▶ **ACTIVITY**
Please retype every entry, keeping each one exactly as written.

RECORDS FOR THIS EXERCISE section start

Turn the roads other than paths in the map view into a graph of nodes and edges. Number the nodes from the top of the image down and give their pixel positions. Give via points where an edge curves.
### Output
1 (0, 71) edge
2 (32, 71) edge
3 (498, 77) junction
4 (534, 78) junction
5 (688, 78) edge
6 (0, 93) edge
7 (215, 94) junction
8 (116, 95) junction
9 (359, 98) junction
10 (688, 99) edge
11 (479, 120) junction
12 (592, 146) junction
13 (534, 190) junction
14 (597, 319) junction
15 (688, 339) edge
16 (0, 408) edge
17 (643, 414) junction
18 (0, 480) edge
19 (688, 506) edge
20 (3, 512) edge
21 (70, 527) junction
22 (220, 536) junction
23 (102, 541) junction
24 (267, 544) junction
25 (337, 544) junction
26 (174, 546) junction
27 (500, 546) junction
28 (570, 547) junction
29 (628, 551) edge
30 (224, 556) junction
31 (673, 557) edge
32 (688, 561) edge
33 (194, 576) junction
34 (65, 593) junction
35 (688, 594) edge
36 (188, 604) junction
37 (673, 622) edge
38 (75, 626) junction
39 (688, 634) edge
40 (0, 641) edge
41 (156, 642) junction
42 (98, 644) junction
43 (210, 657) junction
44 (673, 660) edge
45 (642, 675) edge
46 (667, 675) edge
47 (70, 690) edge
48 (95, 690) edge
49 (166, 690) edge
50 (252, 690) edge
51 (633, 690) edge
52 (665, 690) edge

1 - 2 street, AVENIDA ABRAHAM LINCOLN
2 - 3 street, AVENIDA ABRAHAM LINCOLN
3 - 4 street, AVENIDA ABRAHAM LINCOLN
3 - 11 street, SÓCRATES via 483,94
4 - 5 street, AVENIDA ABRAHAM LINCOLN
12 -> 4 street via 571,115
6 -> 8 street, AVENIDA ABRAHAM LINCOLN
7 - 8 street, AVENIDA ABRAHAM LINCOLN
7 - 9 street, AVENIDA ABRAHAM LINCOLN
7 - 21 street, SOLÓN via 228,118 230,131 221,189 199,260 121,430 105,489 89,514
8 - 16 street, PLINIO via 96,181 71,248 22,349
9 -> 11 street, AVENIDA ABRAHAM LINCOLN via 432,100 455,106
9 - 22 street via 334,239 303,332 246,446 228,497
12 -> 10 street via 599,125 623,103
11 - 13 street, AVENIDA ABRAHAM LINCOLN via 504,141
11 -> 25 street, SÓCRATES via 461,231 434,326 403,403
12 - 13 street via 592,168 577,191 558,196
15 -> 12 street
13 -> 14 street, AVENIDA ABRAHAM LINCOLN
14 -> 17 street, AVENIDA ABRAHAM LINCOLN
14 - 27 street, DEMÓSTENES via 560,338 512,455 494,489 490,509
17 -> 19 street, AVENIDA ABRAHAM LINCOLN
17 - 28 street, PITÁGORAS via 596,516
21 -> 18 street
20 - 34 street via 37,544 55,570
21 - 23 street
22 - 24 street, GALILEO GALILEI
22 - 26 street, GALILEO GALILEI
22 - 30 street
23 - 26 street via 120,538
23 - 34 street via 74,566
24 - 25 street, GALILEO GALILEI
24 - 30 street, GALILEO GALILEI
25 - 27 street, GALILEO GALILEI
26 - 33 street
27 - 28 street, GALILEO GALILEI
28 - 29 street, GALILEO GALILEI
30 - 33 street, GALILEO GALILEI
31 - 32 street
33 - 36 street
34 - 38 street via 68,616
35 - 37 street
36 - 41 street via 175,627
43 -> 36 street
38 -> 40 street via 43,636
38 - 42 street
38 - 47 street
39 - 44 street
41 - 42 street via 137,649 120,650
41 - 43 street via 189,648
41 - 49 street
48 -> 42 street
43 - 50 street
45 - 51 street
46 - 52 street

RECORDS FOR THIS EXERCISE section end

▶ **TASK RESPONSE**
Turn the roads other than paths in the map view into a graph of nodes and edges. Number the nodes from the top of the image down and give their pixel positions. Give via points where an edge curves.
### Output
1 (0, 71) edge
2 (32, 71) edge
3 (498, 77) junction
4 (534, 78) junction
5 (688, 78) edge
6 (0, 93) edge
7 (215, 94) junction
8 (116, 95) junction
9 (359, 98) junction
10 (688, 99) edge
11 (479, 120) junction
12 (592, 146) junction
13 (534, 190) junction
14 (597, 319) junction
15 (688, 339) edge
16 (0, 408) edge
17 (643, 414) junction
18 (0, 480) edge
19 (688, 506) edge
20 (3, 512) edge
21 (70, 527) junction
22 (220, 536) junction
23 (102, 541) junction
24 (267, 544) junction
25 (337, 544) junction
26 (174, 546) junction
27 (500, 546) junction
28 (570, 547) junction
29 (628, 551) edge
30 (224, 556) junction
31 (673, 557) edge
32 (688, 561) edge
33 (194, 576) junction
34 (65, 593) junction
35 (688, 594) edge
36 (188, 604) junction
37 (673, 622) edge
38 (75, 626) junction
39 (688, 634) edge
40 (0, 641) edge
41 (156, 642) junction
42 (98, 644) junction
43 (210, 657) junction
44 (673, 660) edge
45 (642, 675) edge
46 (667, 675) edge
47 (70, 690) edge
48 (95, 690) edge
49 (166, 690) edge
50 (252, 690) edge
51 (633, 690) edge
52 (665, 690) edge

1 - 2 street, AVENIDA ABRAHAM LINCOLN
2 - 3 street, AVENIDA ABRAHAM LINCOLN
3 - 4 street, AVENIDA ABRAHAM LINCOLN
3 - 11 street, SÓCRATES via 483,94
4 - 5 street, AVENIDA ABRAHAM LINCOLN
12 -> 4 street via 571,115
6 -> 8 street, AVENIDA ABRAHAM LINCOLN
7 - 8 street, AVENIDA ABRAHAM LINCOLN
7 - 9 street, AVENIDA ABRAHAM LINCOLN
7 - 21 street, SOLÓN via 228,118 230,131 221,189 199,260 121,430 105,489 89,514
8 - 16 street, PLINIO via 96,181 71,248 22,349
9 -> 11 street, AVENIDA ABRAHAM LINCOLN via 432,100 455,106
9 - 22 street via 334,239 303,332 246,446 228,497
12 -> 10 street via 599,125 623,103
11 - 13 street, AVENIDA ABRAHAM LINCOLN via 504,141
11 -> 25 street, SÓCRATES via 461,231 434,326 403,403
12 - 13 street via 592,168 577,191 558,196
15 -> 12 street
13 -> 14 street, AVENIDA ABRAHAM LINCOLN
14 -> 17 street, AVENIDA ABRAHAM LINCOLN
14 - 27 street, DEMÓSTENES via 560,338 512,455 494,489 490,509
17 -> 19 street, AVENIDA ABRAHAM LINCOLN
17 - 28 street, PITÁGORAS via 596,516
21 -> 18 street
20 - 34 street via 37,544 55,570
21 - 23 street
22 - 24 street, GALILEO GALILEI
22 - 26 street, GALILEO GALILEI
22 - 30 street
23 - 26 street via 120,538
23 - 34 street via 74,566
24 - 25 street, GALILEO GALILEI
24 - 30 street, GALILEO GALILEI
25 - 27 street, GALILEO GALILEI
26 - 33 street
27 - 28 street, GALILEO GALILEI
28 - 29 street, GALILEO GALILEI
30 - 33 street, GALILEO GALILEI
31 - 32 street
33 - 36 street
34 - 38 street via 68,616
35 - 37 street
36 - 41 street via 175,627
43 -> 36 street
38 -> 40 street via 43,636
38 - 42 street
38 - 47 street
39 - 44 street
41 - 42 street via 137,649 120,650
41 - 43 street via 189,648
41 - 49 street
48 -> 42 street
43 - 50 street
45 - 51 street
46 - 52 street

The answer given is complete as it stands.